The orc made a confused sound. Then he looked down at his own chest, at the ichor-smeared point that extended there, thrust straight through him.
“You don’t get to leave this forest,” the voice like leaves and winter winds said. “My forest!”
The point was suddenly, forcefully pulled back from the orc’s chest, before the orc once again coughed, blinked, and fell forward.
Standing behind him was a small creature with long willowy limbs emerging from a mane of black feathers. It had thin legs and wore a sort of armor or tunic made out of the scales of mottled wood.
And the creature’s head was that of a bird with a pointed bone-white beak.
It was one of the Elder Beings. They had come to defend their home.
Terak swayed on his tripod of feet and war-blade as silence filled the darkling space under the trees. The Elder Being cocked its head to its
side to affix the elf with one hard glittering eye.
The elf said nothing, and right now he wasn’t sure what there was to say, apart from “Please help!”
In the Elder Being’s hand, there appeared a short spear made of a gleaming white wood that was whorled and knotted, threaded with silver lines like veins. The creature looked briefly down at the Emarii for a moment, before its side-long glance returned to the weakened elvish assassin before him.
“Elf of the Black Keep. Vardalion who is also the Dagger of this World. I know of you. The winds have whispered of you, of how you are the companion to my maker and friend, Grom,” the Elder Being said in a sighing voice.
Terak opened and closed his mouth, but the pain and the weakness were too much. He stumbled and then fell awkwardly to his knees.
“Hyx—” he breathed. “Hyxalion sent me . . .”
“The Little Sister still has a care for her Older Brother, I see. Where is Grom?!” The Elder Being asked more forcefully.
Terak blinked, tears running down his face as his eyes were still on fire. “I don’t know,” he replied honestly. “But my companions—and Grom—were traveling to the North to face the Blood Gate.”

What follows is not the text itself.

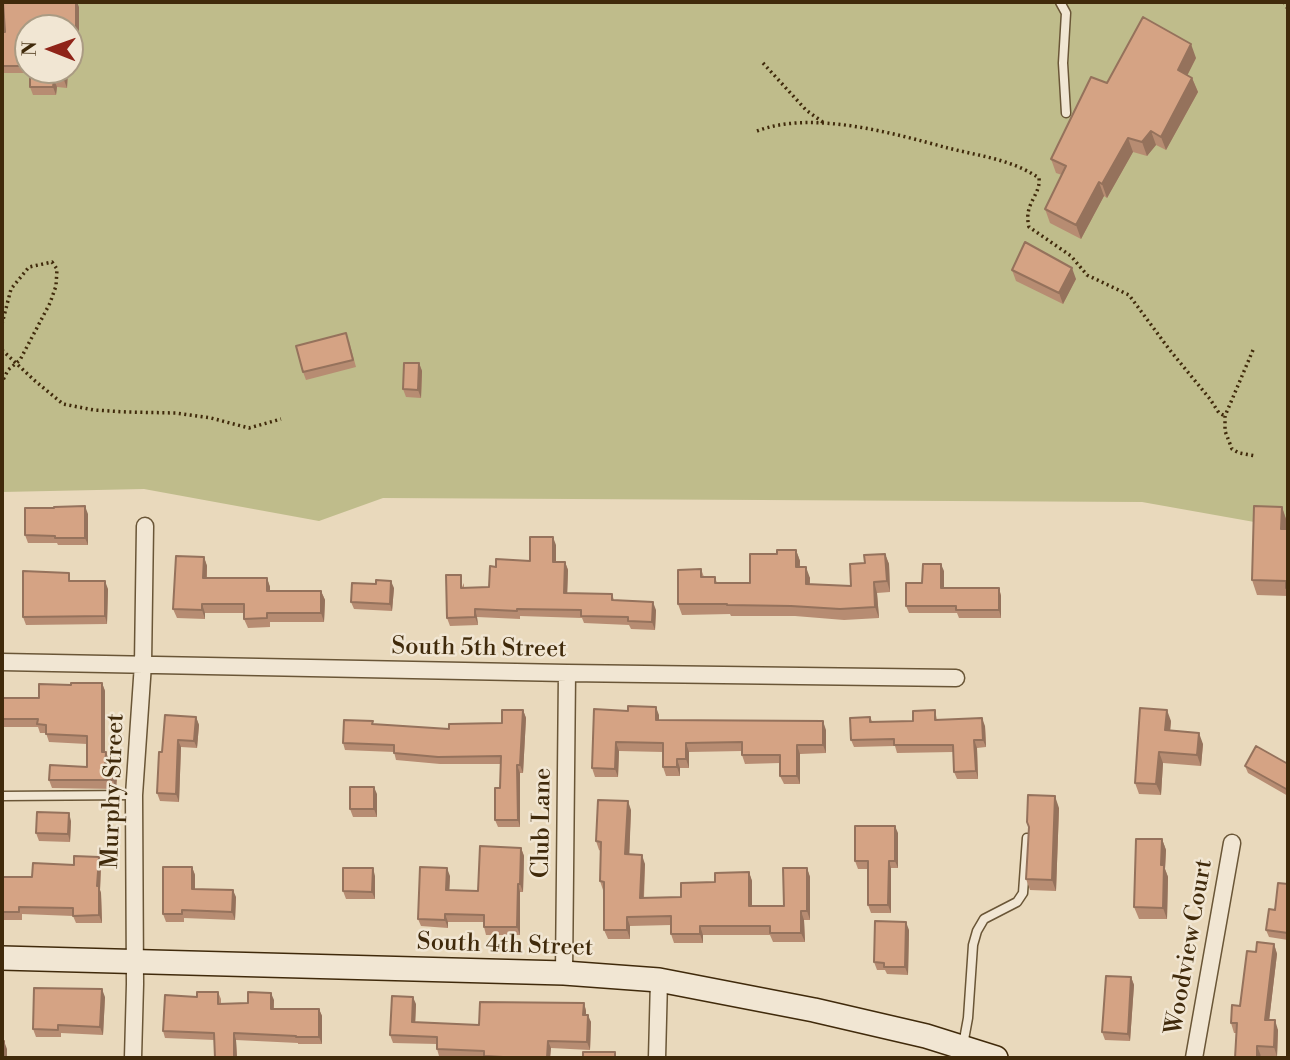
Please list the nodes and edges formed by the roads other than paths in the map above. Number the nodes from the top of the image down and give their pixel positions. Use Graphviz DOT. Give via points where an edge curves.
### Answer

There was a hiss through the air like a fierce wind, and Terak was scared that he had said the wrong thing, but then the Elder Being spoke once again.
“Not to face the Blood Gate, but what comes out of it,” the Elder Being said, its voice taking on a whistling twittering sort of quality.
“Grom goes to confront his sister, Ung’olut. To defend this world. Our world.” There was the sound of swaying branches from around them, and Terak blinked back tears to see what looked like other shapes moving from the canopy of the trees. In his delirious state, it appeared to Terak as though parts of the trees were reforming, coming alive, and gliding or climbing down from their arboreal homes.